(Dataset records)
☆ ☆ ☆ ☆ ☆
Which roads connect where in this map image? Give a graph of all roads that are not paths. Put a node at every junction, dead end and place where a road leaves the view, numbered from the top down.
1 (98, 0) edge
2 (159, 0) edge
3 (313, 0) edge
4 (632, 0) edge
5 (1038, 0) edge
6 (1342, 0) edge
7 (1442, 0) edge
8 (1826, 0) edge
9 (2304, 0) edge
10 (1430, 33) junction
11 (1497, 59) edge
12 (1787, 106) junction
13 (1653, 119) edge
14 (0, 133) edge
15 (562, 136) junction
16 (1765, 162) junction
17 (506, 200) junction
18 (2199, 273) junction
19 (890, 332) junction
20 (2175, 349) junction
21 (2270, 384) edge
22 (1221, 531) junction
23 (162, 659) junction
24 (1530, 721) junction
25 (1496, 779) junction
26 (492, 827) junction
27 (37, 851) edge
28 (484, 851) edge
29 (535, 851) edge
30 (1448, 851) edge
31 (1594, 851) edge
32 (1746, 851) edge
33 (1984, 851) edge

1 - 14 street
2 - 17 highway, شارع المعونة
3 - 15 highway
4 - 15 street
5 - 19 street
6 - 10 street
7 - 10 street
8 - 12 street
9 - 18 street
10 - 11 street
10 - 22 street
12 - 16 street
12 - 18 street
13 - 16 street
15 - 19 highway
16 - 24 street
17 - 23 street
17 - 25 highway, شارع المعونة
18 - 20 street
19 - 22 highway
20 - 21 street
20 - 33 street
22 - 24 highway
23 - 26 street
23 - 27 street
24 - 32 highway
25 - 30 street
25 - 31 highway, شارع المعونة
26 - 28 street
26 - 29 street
☆ ☆ ☆ ☆ ☆
Task: Make a verbatim copy of every entry shown above.

Solved exercise:
Which roads connect where in this map image? Give a graph of all roads that are not paths. Put a node at every junction, dead end and place where a road leaves the view, numbered from the top down.
1 (98, 0) edge
2 (159, 0) edge
3 (313, 0) edge
4 (632, 0) edge
5 (1038, 0) edge
6 (1342, 0) edge
7 (1442, 0) edge
8 (1826, 0) edge
9 (2304, 0) edge
10 (1430, 33) junction
11 (1497, 59) edge
12 (1787, 106) junction
13 (1653, 119) edge
14 (0, 133) edge
15 (562, 136) junction
16 (1765, 162) junction
17 (506, 200) junction
18 (2199, 273) junction
19 (890, 332) junction
20 (2175, 349) junction
21 (2270, 384) edge
22 (1221, 531) junction
23 (162, 659) junction
24 (1530, 721) junction
25 (1496, 779) junction
26 (492, 827) junction
27 (37, 851) edge
28 (484, 851) edge
29 (535, 851) edge
30 (1448, 851) edge
31 (1594, 851) edge
32 (1746, 851) edge
33 (1984, 851) edge

1 - 14 street
2 - 17 highway, شارع المعونة
3 - 15 highway
4 - 15 street
5 - 19 street
6 - 10 street
7 - 10 street
8 - 12 street
9 - 18 street
10 - 11 street
10 - 22 street
12 - 16 street
12 - 18 street
13 - 16 street
15 - 19 highway
16 - 24 street
17 - 23 street
17 - 25 highway, شارع المعونة
18 - 20 street
19 - 22 highway
20 - 21 street
20 - 33 street
22 - 24 highway
23 - 26 street
23 - 27 street
24 - 32 highway
25 - 30 street
25 - 31 highway, شارع المعونة
26 - 28 street
26 - 29 street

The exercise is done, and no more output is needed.